Saturday, October 17, 2009

SOCIAL NETWORK


At one time, I loathed visiting my MySpace and Facebook accounts. I kept them around primarily as vehicles to direct people back to this very blog. (Look at me! I need attention! Waaah!) But, I have recently discovered that they are good for my health, good for my soul, and good for my ego.

(I don't check my MySpace account much anymore. Twitter drives me crazy with its barrage of information. Facebook, is a nice balance of craziness, and where I find myself a few times per day.)

On Facebook, I am connected to family and friends—a slim few known in a Biblical sense, more due to the blood we share, and more still due to interests we have in common. I am connected to people I went to high school with, people I went to elementary school with, and a few that I attended public school with from kindergarten through my senior year. I am connected to writers of all stripes—those in my writing group, those who I rub elbows with at readings and literary events, those who I know only through a network of connections of writer to writer to writer. I am connected to my fellow connoisseurs of craft beer and to other disc golf aficionados. I am connected to members of the Jaycees, to members of my church, to members of my chosen city of residence. Many of these people fall into multiple categories.

These people, for better or for worse, have become a fabric of voices and ideas that are ever present. A few of my favorites are those who have really embraced this new medium and made it their own. Their voices sing the loudest, in good ways.

A few of my favorites are:

T., who is the Hunter S. Thompson of my friends list. He posts links, photos, and status updates that are an insane examination of our current culture. His page and FB persona are a mix of yellow and gonzo journalism that is uniquely his own, warts and all.

K. posts her "Daily Dose of the '80s," where I have found a curator of songs that I didn't know that I needed to listen to at work. Except that now I realize that I do and have needed to listen to them, so I do.

D. is a writer who I have never met in person. I know her through friends on FB that also happen to be her friends. She writes about robots. She runs an online website/journal/social network/"third place" of poetry. She leads writing workshops with elementary school kids that also involves hermit crabs and how we relate to the world we find ourselves.

A. is someone that I have known since kindergarten. We spent the night at each other's homes. We ran around in the woods together. We played the same instrument in junior high and high school, even if in separate bands (mostly because I was late to the whole idea of playing an instrument). FB has been a way to connect after an absence from one another from high school forward, with us occasionally meeting by happenstance here and there. I am glad to have rediscovered him and his fertile mind.

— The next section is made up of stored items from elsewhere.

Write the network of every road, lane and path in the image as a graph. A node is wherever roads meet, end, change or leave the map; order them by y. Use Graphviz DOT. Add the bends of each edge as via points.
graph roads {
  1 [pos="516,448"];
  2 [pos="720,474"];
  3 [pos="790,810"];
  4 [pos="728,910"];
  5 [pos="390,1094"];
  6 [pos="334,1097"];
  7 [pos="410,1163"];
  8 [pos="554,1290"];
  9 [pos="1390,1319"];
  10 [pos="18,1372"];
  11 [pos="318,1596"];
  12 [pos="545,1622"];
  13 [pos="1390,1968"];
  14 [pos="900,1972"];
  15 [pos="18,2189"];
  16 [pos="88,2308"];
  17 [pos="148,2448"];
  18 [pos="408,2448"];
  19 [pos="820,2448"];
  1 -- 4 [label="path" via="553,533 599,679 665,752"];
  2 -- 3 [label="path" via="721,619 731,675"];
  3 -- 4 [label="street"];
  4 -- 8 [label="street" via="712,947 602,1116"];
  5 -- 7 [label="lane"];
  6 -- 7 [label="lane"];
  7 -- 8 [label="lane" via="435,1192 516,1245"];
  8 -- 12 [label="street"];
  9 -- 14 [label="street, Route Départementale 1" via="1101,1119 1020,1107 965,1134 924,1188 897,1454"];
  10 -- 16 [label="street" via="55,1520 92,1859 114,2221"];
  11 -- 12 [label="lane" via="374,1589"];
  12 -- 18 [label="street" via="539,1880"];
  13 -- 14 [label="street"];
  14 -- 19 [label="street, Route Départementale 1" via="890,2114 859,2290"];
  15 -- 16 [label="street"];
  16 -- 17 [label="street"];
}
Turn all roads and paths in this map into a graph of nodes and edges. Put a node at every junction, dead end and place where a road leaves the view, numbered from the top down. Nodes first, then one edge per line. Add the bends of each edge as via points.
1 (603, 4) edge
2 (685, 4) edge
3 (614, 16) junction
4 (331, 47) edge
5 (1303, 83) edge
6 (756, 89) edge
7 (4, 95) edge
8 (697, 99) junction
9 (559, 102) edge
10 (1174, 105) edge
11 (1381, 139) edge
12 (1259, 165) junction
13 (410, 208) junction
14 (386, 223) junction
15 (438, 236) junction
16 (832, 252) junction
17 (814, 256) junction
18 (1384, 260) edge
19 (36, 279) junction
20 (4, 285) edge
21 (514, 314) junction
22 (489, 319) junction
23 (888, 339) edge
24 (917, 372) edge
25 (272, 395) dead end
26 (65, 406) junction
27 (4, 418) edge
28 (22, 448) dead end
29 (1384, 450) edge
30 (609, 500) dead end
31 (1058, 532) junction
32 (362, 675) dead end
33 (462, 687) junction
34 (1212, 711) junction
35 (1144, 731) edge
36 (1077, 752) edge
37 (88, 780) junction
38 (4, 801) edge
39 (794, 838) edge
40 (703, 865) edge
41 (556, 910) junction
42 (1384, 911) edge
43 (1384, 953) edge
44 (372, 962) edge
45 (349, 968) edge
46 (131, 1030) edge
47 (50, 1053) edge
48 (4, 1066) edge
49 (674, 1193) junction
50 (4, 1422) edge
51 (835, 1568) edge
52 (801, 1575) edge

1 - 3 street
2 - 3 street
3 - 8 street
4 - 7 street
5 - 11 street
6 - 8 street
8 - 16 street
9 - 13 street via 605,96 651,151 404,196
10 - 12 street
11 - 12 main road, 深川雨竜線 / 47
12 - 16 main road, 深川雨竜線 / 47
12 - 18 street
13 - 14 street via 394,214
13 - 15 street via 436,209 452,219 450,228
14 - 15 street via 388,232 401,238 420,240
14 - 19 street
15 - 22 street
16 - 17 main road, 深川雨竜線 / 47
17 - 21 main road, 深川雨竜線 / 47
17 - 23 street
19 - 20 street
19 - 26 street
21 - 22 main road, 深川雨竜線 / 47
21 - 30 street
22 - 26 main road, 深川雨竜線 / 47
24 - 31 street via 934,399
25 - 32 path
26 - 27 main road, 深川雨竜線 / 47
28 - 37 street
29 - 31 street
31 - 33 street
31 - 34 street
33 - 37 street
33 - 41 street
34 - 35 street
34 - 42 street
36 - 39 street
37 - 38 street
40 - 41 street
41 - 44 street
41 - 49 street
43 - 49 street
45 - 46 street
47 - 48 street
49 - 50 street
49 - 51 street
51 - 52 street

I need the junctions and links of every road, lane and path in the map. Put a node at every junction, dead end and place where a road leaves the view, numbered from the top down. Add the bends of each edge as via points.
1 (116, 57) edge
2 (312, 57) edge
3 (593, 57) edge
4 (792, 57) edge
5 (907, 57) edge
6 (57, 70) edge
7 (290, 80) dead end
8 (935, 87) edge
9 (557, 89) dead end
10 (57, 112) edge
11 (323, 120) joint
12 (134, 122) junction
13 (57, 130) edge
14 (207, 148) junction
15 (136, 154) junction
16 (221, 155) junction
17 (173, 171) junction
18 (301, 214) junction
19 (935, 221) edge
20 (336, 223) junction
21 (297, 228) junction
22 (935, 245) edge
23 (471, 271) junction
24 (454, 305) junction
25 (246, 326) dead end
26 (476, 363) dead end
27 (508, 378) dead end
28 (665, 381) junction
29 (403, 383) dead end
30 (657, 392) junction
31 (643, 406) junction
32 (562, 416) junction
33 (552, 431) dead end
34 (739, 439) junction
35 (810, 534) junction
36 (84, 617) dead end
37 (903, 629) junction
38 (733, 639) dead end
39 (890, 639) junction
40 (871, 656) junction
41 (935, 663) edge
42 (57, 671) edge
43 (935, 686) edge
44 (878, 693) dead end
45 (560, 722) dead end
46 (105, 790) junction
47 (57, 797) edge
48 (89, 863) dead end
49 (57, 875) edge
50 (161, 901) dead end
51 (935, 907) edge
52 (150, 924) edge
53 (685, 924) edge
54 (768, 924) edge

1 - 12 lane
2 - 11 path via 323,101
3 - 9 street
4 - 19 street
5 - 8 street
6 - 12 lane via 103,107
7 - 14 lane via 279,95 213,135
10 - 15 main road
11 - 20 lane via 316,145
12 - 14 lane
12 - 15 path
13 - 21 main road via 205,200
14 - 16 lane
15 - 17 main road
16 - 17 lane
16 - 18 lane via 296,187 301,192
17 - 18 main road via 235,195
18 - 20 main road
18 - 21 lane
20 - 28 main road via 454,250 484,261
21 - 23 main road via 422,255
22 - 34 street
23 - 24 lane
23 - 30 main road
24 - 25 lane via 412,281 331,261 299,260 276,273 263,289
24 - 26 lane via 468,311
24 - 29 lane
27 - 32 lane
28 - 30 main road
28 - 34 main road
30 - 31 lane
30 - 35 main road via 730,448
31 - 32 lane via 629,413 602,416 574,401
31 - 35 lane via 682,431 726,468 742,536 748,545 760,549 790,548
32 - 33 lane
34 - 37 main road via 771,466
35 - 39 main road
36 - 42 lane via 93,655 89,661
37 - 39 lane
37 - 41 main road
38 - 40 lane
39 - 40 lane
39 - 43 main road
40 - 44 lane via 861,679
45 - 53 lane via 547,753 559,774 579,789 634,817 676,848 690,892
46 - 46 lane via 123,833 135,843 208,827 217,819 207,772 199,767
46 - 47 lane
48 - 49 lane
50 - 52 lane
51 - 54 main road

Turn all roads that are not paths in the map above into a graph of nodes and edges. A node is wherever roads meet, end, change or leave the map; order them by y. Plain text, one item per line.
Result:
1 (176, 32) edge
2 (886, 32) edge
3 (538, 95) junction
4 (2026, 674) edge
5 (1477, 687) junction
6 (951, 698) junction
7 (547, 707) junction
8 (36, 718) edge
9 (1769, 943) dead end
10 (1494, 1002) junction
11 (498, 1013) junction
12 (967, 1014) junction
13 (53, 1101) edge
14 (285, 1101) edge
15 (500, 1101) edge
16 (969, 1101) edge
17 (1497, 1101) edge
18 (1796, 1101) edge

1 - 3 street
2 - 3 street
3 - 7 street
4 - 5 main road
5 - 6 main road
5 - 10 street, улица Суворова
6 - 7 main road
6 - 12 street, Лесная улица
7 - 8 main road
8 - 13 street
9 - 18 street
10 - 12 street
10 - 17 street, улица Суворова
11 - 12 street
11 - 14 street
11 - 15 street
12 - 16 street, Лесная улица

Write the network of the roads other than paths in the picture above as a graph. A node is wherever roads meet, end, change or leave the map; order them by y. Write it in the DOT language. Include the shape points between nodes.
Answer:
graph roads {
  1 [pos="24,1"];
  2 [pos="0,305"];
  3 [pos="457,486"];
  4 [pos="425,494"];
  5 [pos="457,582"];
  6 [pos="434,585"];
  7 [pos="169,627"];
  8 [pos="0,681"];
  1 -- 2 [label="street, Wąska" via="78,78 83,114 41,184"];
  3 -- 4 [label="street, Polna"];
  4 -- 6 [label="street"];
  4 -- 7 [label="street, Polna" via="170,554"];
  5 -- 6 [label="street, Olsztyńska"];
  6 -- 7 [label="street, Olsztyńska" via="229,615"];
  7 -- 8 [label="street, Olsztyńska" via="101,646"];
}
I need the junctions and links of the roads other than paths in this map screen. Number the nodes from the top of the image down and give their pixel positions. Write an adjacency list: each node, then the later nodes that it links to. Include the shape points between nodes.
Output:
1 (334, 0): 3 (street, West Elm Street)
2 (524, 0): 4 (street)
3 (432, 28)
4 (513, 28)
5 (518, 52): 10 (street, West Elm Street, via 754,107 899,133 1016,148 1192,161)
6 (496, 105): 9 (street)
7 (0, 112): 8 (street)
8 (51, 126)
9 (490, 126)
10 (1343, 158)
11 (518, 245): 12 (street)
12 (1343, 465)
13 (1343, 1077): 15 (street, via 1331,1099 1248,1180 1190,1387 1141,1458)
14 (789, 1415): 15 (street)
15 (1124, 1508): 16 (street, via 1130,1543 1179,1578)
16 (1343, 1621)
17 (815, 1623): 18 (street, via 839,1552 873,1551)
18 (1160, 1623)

I have also rediscovered myself. I don't have "to be on" all of the time here. I enjoy a modicum of control, while also allowing for some risk. It is a place that I can speak, if I so choose, although I find that I more enjoy listening to the words of others in this world that they and I have carved out of bits and bytes of nothing.

Friday, October 16, 2009

THE DEVOURER


I have nicknamed hole number four on the summer course layout of White River Disc Golf Course "The Devourer." I have lost two discs there—one returned later the same day; one yet to be seen again. I almost lost another.

I threw my current favored driver, my red Discraft Avenger SS, from the tee and watched where it landed. When I arrived at the spot I saw it land, I couldn't find it. After about ten minutes of thorough searching I was just about to consider it lost and move on to the next hole, when I saw a bit of red peeking up from the layer of mulch and dead leaves.

The Devourer thought she had won again. Fortunately, I narrowly escaped her insatiable appetite for plastic.

Sunday, October 11, 2009

CORN MAZE


The wife, the child, and I needed to get out of the house and into the autumnal sunshine and wander. We headed to Kent to do such in the corn mazes of the Carpinito Brothers Farms.


We wandered the Werewolf Maze, treading the same paths over and over again, finally finding all six of the landmarks for which we were searching.


After a brief break to visit the Honey Buckets and buy some caramel kettle corn, it was off to the easier Tombstone Maze.


We navigated paths carved out of row upon row of corn stalks heavily weighted with ripe ears of corn. We looked to the blue sky for answers for where to turn next and found none.


A map helped to guide us, but we found ourselves intrigued by the sense of being lost. The wife and the child were done after one trip through each maze, but I could have continued to walk through the corn, the green leaves whispering my name to me in the tender breeze. I could still be there now, walking and listening.

Friday, October 09, 2009

MEMORY/IN MEMORIAM



It was a day of wandering. It was a day of memory. It was a day of lost memories.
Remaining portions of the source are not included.